▸ WORK REQUEST:
The answer must be every line of the records below that holds the word "Daniels".

Segment Open

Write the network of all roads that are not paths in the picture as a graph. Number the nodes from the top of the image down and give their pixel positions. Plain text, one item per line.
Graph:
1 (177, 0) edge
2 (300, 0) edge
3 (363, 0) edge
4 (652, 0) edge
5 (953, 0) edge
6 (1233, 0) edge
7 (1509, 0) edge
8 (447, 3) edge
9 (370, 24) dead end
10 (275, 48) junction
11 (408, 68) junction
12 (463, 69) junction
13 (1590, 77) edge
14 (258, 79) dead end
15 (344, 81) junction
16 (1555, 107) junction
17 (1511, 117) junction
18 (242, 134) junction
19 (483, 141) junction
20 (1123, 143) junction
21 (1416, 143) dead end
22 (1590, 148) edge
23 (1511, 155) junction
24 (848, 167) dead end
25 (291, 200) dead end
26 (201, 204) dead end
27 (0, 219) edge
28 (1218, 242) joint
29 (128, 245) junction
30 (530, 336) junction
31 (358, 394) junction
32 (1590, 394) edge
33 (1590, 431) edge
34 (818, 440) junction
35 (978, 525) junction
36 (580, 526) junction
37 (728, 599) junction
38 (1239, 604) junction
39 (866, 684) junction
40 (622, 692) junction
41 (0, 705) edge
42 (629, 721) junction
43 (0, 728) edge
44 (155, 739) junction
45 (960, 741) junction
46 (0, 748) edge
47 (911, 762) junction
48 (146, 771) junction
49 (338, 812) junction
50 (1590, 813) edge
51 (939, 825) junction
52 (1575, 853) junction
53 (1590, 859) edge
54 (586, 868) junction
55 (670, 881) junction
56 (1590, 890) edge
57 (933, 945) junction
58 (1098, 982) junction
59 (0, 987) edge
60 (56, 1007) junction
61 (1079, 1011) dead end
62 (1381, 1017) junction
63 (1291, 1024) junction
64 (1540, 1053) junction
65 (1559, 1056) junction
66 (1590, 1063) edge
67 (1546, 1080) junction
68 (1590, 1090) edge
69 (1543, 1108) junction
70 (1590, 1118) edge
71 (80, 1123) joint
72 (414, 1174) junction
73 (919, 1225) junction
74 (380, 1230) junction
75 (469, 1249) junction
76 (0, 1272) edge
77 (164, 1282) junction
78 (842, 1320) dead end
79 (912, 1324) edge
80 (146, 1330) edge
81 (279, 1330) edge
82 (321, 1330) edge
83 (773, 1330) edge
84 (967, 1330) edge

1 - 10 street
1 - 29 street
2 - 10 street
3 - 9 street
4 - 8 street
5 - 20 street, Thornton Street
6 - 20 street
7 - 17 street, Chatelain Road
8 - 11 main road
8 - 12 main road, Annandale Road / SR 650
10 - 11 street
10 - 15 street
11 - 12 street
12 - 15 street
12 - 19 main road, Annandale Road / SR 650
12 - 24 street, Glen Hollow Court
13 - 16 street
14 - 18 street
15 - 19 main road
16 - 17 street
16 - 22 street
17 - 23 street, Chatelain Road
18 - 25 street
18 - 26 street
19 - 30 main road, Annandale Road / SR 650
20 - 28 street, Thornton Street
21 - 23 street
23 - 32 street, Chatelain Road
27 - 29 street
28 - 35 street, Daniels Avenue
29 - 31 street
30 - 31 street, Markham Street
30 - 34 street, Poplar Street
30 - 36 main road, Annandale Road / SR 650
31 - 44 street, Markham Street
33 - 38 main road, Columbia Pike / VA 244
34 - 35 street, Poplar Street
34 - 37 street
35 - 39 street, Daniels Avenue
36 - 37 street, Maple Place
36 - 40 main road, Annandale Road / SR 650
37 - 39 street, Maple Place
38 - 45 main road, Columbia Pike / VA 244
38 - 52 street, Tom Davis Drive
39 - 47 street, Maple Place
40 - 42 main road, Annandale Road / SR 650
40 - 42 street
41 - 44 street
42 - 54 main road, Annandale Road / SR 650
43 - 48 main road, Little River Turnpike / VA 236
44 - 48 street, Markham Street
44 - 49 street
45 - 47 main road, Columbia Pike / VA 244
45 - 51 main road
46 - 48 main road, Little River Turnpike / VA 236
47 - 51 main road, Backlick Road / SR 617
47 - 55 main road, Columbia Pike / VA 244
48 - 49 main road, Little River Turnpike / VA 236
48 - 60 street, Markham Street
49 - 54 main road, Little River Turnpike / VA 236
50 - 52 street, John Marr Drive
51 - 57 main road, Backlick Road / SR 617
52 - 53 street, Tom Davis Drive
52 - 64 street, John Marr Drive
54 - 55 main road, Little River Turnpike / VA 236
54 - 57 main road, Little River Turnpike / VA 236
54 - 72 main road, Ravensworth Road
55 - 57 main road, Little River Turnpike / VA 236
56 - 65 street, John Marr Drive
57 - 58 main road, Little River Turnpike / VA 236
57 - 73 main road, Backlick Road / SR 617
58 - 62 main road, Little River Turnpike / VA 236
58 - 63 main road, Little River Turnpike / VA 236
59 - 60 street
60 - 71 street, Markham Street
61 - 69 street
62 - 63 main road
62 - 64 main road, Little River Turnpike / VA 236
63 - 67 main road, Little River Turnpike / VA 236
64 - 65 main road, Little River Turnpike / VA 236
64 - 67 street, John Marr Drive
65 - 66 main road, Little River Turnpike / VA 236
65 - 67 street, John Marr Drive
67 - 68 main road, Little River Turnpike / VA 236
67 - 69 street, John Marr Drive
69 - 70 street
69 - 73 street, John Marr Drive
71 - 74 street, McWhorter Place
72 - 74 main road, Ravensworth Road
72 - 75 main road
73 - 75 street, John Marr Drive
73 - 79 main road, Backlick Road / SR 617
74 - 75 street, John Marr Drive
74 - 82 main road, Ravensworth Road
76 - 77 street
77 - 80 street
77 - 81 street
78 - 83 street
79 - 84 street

Segment Closed

▸ TASK SOLUTION:
28 - 35 street, Daniels Avenue
35 - 39 street, Daniels Avenue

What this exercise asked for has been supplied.